■ DIRECTIONS
Copy each entry as it stands, leaving nothing out.

(Stored data)
----------
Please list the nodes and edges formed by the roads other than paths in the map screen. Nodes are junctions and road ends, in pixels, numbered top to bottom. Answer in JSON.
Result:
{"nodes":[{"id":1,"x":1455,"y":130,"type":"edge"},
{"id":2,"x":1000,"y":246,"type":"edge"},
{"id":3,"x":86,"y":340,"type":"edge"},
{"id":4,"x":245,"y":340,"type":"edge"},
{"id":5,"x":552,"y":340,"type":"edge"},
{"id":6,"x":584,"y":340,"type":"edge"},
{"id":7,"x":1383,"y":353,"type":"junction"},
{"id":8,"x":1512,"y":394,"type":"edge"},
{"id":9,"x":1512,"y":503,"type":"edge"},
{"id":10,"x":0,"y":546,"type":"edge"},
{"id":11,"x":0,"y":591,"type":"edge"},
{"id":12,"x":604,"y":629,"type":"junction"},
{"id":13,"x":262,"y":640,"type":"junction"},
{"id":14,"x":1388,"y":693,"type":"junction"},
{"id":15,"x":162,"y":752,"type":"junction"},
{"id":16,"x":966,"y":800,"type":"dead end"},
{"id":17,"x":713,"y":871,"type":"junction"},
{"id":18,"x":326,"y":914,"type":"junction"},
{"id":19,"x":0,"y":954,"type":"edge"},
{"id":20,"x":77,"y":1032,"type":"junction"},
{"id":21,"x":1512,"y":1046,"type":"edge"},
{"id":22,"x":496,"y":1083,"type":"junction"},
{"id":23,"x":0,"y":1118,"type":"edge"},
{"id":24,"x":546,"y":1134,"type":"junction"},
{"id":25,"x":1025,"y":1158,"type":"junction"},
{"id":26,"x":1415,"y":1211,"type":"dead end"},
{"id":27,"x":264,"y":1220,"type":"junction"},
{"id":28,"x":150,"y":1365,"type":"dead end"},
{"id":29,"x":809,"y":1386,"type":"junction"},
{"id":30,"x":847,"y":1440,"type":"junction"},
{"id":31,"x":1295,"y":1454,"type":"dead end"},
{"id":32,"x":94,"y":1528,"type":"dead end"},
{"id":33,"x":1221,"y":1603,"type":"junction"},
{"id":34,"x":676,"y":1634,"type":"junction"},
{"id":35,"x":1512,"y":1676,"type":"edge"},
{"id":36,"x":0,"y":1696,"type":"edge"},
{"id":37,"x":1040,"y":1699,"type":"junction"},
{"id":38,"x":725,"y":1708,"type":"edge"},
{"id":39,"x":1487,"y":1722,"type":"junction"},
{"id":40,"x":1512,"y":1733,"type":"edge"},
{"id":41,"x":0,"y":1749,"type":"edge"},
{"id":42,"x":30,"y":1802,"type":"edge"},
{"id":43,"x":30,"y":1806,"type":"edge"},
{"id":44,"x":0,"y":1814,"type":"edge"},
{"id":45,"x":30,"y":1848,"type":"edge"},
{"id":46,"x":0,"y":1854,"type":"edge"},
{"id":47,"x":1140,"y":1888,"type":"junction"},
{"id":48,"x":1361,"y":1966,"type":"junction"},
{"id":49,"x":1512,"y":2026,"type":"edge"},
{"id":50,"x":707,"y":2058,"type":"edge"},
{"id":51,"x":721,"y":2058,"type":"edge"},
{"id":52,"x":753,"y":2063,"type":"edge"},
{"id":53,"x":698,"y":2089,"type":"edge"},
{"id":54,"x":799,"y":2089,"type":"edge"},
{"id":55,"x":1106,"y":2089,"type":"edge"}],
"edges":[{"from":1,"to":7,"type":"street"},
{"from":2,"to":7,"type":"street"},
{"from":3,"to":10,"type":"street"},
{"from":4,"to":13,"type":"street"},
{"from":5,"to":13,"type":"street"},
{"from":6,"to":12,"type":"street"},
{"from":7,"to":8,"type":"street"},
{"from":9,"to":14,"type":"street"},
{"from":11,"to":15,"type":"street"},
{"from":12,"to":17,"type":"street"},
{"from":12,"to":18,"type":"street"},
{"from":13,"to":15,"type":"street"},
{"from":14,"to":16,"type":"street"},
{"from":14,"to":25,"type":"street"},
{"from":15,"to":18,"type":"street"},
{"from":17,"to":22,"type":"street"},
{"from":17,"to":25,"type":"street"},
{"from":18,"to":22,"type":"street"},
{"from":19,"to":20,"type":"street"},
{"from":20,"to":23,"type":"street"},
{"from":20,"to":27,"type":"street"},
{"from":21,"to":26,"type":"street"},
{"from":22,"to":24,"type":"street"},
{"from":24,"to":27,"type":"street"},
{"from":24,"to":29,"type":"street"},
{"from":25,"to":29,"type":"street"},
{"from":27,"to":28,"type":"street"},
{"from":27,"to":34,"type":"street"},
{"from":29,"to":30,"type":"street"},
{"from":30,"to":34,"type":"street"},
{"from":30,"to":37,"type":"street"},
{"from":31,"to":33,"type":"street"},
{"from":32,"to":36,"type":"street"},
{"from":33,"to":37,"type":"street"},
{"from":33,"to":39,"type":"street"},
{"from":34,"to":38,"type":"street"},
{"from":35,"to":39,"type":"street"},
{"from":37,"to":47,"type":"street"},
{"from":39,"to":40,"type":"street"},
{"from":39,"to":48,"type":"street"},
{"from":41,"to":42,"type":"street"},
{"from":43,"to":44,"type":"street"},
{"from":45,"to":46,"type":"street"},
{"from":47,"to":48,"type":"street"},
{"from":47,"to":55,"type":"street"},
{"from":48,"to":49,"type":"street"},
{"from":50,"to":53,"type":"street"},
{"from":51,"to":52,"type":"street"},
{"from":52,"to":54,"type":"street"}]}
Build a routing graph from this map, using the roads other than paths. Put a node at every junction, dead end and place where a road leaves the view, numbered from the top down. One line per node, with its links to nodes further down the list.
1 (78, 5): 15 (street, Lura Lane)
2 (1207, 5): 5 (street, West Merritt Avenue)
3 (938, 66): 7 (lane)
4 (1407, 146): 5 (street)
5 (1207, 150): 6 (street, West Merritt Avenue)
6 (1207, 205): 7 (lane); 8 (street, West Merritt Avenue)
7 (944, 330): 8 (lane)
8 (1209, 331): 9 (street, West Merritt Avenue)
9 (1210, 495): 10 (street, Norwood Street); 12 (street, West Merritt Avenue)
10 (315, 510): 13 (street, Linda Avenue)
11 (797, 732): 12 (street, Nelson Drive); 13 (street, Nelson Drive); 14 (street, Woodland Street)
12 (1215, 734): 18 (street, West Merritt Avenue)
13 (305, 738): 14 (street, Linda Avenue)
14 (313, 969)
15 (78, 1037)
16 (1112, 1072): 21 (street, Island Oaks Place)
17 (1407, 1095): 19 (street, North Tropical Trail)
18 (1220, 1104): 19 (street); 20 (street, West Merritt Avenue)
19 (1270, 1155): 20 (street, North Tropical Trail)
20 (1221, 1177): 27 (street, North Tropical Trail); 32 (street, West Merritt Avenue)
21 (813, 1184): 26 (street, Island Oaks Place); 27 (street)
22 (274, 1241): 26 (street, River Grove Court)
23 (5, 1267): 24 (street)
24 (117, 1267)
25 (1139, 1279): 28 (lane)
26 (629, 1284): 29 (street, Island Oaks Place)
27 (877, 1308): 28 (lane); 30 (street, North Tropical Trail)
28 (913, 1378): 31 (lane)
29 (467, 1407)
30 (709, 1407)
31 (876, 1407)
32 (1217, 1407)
----------
■ TASK OUTPUT
Please list the nodes and edges formed by the roads other than paths in the map screen. Nodes are junctions and road ends, in pixels, numbered top to bottom. Answer in JSON.
Result:
{"nodes":[{"id":1,"x":1455,"y":130,"type":"edge"},
{"id":2,"x":1000,"y":246,"type":"edge"},
{"id":3,"x":86,"y":340,"type":"edge"},
{"id":4,"x":245,"y":340,"type":"edge"},
{"id":5,"x":552,"y":340,"type":"edge"},
{"id":6,"x":584,"y":340,"type":"edge"},
{"id":7,"x":1383,"y":353,"type":"junction"},
{"id":8,"x":1512,"y":394,"type":"edge"},
{"id":9,"x":1512,"y":503,"type":"edge"},
{"id":10,"x":0,"y":546,"type":"edge"},
{"id":11,"x":0,"y":591,"type":"edge"},
{"id":12,"x":604,"y":629,"type":"junction"},
{"id":13,"x":262,"y":640,"type":"junction"},
{"id":14,"x":1388,"y":693,"type":"junction"},
{"id":15,"x":162,"y":752,"type":"junction"},
{"id":16,"x":966,"y":800,"type":"dead end"},
{"id":17,"x":713,"y":871,"type":"junction"},
{"id":18,"x":326,"y":914,"type":"junction"},
{"id":19,"x":0,"y":954,"type":"edge"},
{"id":20,"x":77,"y":1032,"type":"junction"},
{"id":21,"x":1512,"y":1046,"type":"edge"},
{"id":22,"x":496,"y":1083,"type":"junction"},
{"id":23,"x":0,"y":1118,"type":"edge"},
{"id":24,"x":546,"y":1134,"type":"junction"},
{"id":25,"x":1025,"y":1158,"type":"junction"},
{"id":26,"x":1415,"y":1211,"type":"dead end"},
{"id":27,"x":264,"y":1220,"type":"junction"},
{"id":28,"x":150,"y":1365,"type":"dead end"},
{"id":29,"x":809,"y":1386,"type":"junction"},
{"id":30,"x":847,"y":1440,"type":"junction"},
{"id":31,"x":1295,"y":1454,"type":"dead end"},
{"id":32,"x":94,"y":1528,"type":"dead end"},
{"id":33,"x":1221,"y":1603,"type":"junction"},
{"id":34,"x":676,"y":1634,"type":"junction"},
{"id":35,"x":1512,"y":1676,"type":"edge"},
{"id":36,"x":0,"y":1696,"type":"edge"},
{"id":37,"x":1040,"y":1699,"type":"junction"},
{"id":38,"x":725,"y":1708,"type":"edge"},
{"id":39,"x":1487,"y":1722,"type":"junction"},
{"id":40,"x":1512,"y":1733,"type":"edge"},
{"id":41,"x":0,"y":1749,"type":"edge"},
{"id":42,"x":30,"y":1802,"type":"edge"},
{"id":43,"x":30,"y":1806,"type":"edge"},
{"id":44,"x":0,"y":1814,"type":"edge"},
{"id":45,"x":30,"y":1848,"type":"edge"},
{"id":46,"x":0,"y":1854,"type":"edge"},
{"id":47,"x":1140,"y":1888,"type":"junction"},
{"id":48,"x":1361,"y":1966,"type":"junction"},
{"id":49,"x":1512,"y":2026,"type":"edge"},
{"id":50,"x":707,"y":2058,"type":"edge"},
{"id":51,"x":721,"y":2058,"type":"edge"},
{"id":52,"x":753,"y":2063,"type":"edge"},
{"id":53,"x":698,"y":2089,"type":"edge"},
{"id":54,"x":799,"y":2089,"type":"edge"},
{"id":55,"x":1106,"y":2089,"type":"edge"}],
"edges":[{"from":1,"to":7,"type":"street"},
{"from":2,"to":7,"type":"street"},
{"from":3,"to":10,"type":"street"},
{"from":4,"to":13,"type":"street"},
{"from":5,"to":13,"type":"street"},
{"from":6,"to":12,"type":"street"},
{"from":7,"to":8,"type":"street"},
{"from":9,"to":14,"type":"street"},
{"from":11,"to":15,"type":"street"},
{"from":12,"to":17,"type":"street"},
{"from":12,"to":18,"type":"street"},
{"from":13,"to":15,"type":"street"},
{"from":14,"to":16,"type":"street"},
{"from":14,"to":25,"type":"street"},
{"from":15,"to":18,"type":"street"},
{"from":17,"to":22,"type":"street"},
{"from":17,"to":25,"type":"street"},
{"from":18,"to":22,"type":"street"},
{"from":19,"to":20,"type":"street"},
{"from":20,"to":23,"type":"street"},
{"from":20,"to":27,"type":"street"},
{"from":21,"to":26,"type":"street"},
{"from":22,"to":24,"type":"street"},
{"from":24,"to":27,"type":"street"},
{"from":24,"to":29,"type":"street"},
{"from":25,"to":29,"type":"street"},
{"from":27,"to":28,"type":"street"},
{"from":27,"to":34,"type":"street"},
{"from":29,"to":30,"type":"street"},
{"from":30,"to":34,"type":"street"},
{"from":30,"to":37,"type":"street"},
{"from":31,"to":33,"type":"street"},
{"from":32,"to":36,"type":"street"},
{"from":33,"to":37,"type":"street"},
{"from":33,"to":39,"type":"street"},
{"from":34,"to":38,"type":"street"},
{"from":35,"to":39,"type":"street"},
{"from":37,"to":47,"type":"street"},
{"from":39,"to":40,"type":"street"},
{"from":39,"to":48,"type":"street"},
{"from":41,"to":42,"type":"street"},
{"from":43,"to":44,"type":"street"},
{"from":45,"to":46,"type":"street"},
{"from":47,"to":48,"type":"street"},
{"from":47,"to":55,"type":"street"},
{"from":48,"to":49,"type":"street"},
{"from":50,"to":53,"type":"street"},
{"from":51,"to":52,"type":"street"},
{"from":52,"to":54,"type":"street"}]}
Build a routing graph from this map, using the roads other than paths. Put a node at every junction, dead end and place where a road leaves the view, numbered from the top down. One line per node, with its links to nodes further down the list.
1 (78, 5): 15 (street, Lura Lane)
2 (1207, 5): 5 (street, West Merritt Avenue)
3 (938, 66): 7 (lane)
4 (1407, 146): 5 (street)
5 (1207, 150): 6 (street, West Merritt Avenue)
6 (1207, 205): 7 (lane); 8 (street, West Merritt Avenue)
7 (944, 330): 8 (lane)
8 (1209, 331): 9 (street, West Merritt Avenue)
9 (1210, 495): 10 (street, Norwood Street); 12 (street, West Merritt Avenue)
10 (315, 510): 13 (street, Linda Avenue)
11 (797, 732): 12 (street, Nelson Drive); 13 (street, Nelson Drive); 14 (street, Woodland Street)
12 (1215, 734): 18 (street, West Merritt Avenue)
13 (305, 738): 14 (street, Linda Avenue)
14 (313, 969)
15 (78, 1037)
16 (1112, 1072): 21 (street, Island Oaks Place)
17 (1407, 1095): 19 (street, North Tropical Trail)
18 (1220, 1104): 19 (street); 20 (street, West Merritt Avenue)
19 (1270, 1155): 20 (street, North Tropical Trail)
20 (1221, 1177): 27 (street, North Tropical Trail); 32 (street, West Merritt Avenue)
21 (813, 1184): 26 (street, Island Oaks Place); 27 (street)
22 (274, 1241): 26 (street, River Grove Court)
23 (5, 1267): 24 (street)
24 (117, 1267)
25 (1139, 1279): 28 (lane)
26 (629, 1284): 29 (street, Island Oaks Place)
27 (877, 1308): 28 (lane); 30 (street, North Tropical Trail)
28 (913, 1378): 31 (lane)
29 (467, 1407)
30 (709, 1407)
31 (876, 1407)
32 (1217, 1407)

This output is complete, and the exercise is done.